## Task to carry out
Copy the data as given. No line may be skipped.
(Information begins)
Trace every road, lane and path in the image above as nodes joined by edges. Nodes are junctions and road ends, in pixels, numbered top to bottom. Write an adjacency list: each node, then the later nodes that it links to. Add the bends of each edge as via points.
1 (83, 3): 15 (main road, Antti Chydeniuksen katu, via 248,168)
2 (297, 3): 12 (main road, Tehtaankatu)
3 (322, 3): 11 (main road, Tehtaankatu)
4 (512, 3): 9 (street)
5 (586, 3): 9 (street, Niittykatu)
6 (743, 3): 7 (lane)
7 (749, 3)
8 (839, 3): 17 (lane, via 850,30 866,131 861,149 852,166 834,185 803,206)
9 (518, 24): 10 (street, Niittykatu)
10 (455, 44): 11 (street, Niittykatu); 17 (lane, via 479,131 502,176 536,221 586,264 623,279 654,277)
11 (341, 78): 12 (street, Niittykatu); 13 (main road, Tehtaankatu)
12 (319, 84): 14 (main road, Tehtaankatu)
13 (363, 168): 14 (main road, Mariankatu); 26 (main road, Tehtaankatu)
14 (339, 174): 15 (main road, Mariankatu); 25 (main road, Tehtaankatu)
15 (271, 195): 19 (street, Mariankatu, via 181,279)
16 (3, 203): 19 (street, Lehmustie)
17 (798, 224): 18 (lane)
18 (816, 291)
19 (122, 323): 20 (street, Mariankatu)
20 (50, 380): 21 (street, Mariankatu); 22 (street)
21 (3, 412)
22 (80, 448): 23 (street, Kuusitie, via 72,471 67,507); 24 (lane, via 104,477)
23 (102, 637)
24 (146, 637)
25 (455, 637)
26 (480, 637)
(Information ends)
## Response area
Trace every road, lane and path in the image above as nodes joined by edges. Nodes are junctions and road ends, in pixels, numbered top to bottom. Write an adjacency list: each node, then the later nodes that it links to. Add the bends of each edge as via points.
1 (83, 3): 15 (main road, Antti Chydeniuksen katu, via 248,168)
2 (297, 3): 12 (main road, Tehtaankatu)
3 (322, 3): 11 (main road, Tehtaankatu)
4 (512, 3): 9 (street)
5 (586, 3): 9 (street, Niittykatu)
6 (743, 3): 7 (lane)
7 (749, 3)
8 (839, 3): 17 (lane, via 850,30 866,131 861,149 852,166 834,185 803,206)
9 (518, 24): 10 (street, Niittykatu)
10 (455, 44): 11 (street, Niittykatu); 17 (lane, via 479,131 502,176 536,221 586,264 623,279 654,277)
11 (341, 78): 12 (street, Niittykatu); 13 (main road, Tehtaankatu)
12 (319, 84): 14 (main road, Tehtaankatu)
13 (363, 168): 14 (main road, Mariankatu); 26 (main road, Tehtaankatu)
14 (339, 174): 15 (main road, Mariankatu); 25 (main road, Tehtaankatu)
15 (271, 195): 19 (street, Mariankatu, via 181,279)
16 (3, 203): 19 (street, Lehmustie)
17 (798, 224): 18 (lane)
18 (816, 291)
19 (122, 323): 20 (street, Mariankatu)
20 (50, 380): 21 (street, Mariankatu); 22 (street)
21 (3, 412)
22 (80, 448): 23 (street, Kuusitie, via 72,471 67,507); 24 (lane, via 104,477)
23 (102, 637)
24 (146, 637)
25 (455, 637)
26 (480, 637)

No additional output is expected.